Grito Sufocado
Pq cada palavra omitida e resguardada no peito o servia de combustão à alma. Aquecia e queimava até virar cinzas. Pq cada sentimento oprimido o sufocava, contorcia as palavras, atravessava o peito, atingia a alma, não desaguava. Cada silêncio era um consentimento, uma agressão a si próprio, uma ferida tricotada pelas palavras reprimidas, caladas ao som da dor. Pq se calar era abdicar-se de si, dos seus ideais, da sua essência. Era concordar com o abuso causado pelos outros a si próprio. Pq se calar era morrer, viver só por viver, ocupando espaço. Um peso morto sem uma real importância, sem qualquer utilidade.
Pq não se ouvir era crucial. Não se sentir era aterrorizante demais, o assustava, o mudava, o moldava... o igualava. Pq ao falar não falava dos livros, das músicas, dos filmes, das pessoas. Falava da vida, da sua vida. Daquilo que ao decorrer de cada passo dado durante estes 20 anos aprendera, conquistara e crescera. Falava de si, dos seus sentimentos e daquilo em que acreditava, ainda que isso parecesse clichê demais para outros.

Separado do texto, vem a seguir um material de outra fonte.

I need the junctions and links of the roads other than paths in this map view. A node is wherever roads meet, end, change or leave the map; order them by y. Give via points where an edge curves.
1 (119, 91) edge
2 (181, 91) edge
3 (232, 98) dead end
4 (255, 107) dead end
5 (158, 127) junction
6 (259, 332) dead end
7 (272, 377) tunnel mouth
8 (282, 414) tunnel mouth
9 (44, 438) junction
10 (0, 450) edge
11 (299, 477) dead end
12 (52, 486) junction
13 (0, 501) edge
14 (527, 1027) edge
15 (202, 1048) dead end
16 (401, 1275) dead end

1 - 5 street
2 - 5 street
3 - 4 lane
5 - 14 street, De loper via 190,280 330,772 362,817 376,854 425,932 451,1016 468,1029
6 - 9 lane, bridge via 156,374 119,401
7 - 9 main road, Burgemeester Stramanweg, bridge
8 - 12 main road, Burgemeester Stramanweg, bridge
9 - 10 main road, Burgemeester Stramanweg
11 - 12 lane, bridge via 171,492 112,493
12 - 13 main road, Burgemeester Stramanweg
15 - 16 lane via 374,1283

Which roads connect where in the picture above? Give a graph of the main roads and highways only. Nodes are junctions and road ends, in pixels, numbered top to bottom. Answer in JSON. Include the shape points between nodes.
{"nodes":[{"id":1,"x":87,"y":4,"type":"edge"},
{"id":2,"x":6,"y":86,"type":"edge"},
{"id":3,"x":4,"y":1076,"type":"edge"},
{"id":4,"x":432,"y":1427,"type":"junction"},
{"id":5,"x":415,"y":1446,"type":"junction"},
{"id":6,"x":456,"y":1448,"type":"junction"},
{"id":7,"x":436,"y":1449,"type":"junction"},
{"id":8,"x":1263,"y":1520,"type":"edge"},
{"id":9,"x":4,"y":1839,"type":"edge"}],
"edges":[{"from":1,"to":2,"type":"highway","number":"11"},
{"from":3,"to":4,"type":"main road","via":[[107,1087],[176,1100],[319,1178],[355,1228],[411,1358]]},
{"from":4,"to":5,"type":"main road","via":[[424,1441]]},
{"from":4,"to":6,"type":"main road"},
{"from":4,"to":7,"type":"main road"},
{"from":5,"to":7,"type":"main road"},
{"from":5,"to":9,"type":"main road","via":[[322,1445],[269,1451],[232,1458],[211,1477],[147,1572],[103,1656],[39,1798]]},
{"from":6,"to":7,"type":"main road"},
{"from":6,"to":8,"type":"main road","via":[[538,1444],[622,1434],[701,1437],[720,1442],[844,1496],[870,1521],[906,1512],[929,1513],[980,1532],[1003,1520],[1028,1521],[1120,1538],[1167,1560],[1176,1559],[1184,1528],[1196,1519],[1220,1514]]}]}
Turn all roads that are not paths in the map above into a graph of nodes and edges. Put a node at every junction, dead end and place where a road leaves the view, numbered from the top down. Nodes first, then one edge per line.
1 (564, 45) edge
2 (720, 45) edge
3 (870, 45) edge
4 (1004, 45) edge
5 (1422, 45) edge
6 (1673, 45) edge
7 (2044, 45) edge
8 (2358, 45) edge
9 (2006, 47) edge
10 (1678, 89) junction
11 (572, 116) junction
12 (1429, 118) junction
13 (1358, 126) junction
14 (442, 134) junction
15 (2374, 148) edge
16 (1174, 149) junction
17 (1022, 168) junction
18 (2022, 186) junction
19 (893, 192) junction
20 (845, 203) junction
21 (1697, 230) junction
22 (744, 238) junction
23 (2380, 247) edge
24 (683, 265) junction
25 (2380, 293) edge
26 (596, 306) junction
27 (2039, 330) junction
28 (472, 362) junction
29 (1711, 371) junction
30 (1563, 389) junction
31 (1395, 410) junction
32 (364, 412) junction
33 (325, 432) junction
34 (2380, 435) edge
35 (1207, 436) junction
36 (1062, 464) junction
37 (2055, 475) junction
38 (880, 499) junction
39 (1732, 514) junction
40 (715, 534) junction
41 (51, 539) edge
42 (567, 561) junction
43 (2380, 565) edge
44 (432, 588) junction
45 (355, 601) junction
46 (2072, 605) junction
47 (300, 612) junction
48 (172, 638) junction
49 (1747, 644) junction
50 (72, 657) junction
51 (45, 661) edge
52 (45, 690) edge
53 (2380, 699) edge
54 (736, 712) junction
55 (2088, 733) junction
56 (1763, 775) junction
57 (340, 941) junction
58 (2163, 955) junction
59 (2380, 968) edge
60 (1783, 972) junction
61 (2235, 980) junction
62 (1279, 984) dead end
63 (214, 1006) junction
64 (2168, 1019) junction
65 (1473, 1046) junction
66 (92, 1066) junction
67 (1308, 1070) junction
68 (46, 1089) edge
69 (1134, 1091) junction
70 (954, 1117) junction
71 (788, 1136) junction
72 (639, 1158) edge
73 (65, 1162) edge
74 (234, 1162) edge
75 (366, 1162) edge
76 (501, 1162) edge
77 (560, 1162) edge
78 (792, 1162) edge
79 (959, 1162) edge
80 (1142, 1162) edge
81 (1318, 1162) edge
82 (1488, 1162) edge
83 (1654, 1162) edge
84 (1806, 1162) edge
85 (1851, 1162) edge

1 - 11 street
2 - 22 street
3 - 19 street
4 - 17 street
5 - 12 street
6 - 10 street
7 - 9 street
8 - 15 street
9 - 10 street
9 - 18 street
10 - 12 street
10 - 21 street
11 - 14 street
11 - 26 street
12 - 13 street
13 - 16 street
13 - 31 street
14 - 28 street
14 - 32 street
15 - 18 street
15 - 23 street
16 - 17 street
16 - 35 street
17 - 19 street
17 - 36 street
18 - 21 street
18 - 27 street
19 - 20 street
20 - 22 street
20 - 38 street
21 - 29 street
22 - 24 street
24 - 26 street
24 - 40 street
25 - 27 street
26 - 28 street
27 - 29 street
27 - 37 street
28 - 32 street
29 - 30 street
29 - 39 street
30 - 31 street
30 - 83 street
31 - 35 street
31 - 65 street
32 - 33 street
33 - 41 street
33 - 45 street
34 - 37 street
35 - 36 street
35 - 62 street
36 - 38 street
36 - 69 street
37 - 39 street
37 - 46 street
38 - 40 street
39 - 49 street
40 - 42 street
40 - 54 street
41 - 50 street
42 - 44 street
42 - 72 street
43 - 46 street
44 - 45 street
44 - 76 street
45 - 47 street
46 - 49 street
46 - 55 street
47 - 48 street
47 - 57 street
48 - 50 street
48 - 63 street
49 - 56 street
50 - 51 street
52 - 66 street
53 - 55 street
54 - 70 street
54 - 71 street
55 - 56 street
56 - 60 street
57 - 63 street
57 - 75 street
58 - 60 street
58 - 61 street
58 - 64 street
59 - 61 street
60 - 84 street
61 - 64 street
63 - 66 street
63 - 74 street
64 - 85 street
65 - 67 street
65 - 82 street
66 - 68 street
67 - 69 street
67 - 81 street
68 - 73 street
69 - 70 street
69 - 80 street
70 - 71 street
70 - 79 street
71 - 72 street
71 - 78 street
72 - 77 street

Observava as linhas e das entre-linhas retirava sua inspiração, baseava-se, sobrevivia, vivia. Das entre-linhas aprendia e absorvia o que era dito sem o uso limitado das palavras. Falar era uma forma de dizer à vida: -Eu estou aqui! Sobrevivi e continuo sobrevivendo! Falar era expor sobre um chão de giz pedaços seus, era destrinchar seu peito em um cardápio misto entre o seu melhor e pior. Era levantar a sua própria bandeira, à sua maneira. Sem maquiagens, sem malandragem, sem padrões. Pq falar era tentar transfundir para o papel aquilo que a voz não conseguia emitir. Era dar voz ao coração, à alma. Era dar voz ao silêncio quando os olhos decidissem chorar e ainda assim falar, gritar, exprimir para não poder se calar.
Pq se calar era morrer em partes, morrer aos poucos por não dar voz ao peito e sufocar o coração. Era deixar esvair por debaixo da porta e comportar no peito um grito sufocado.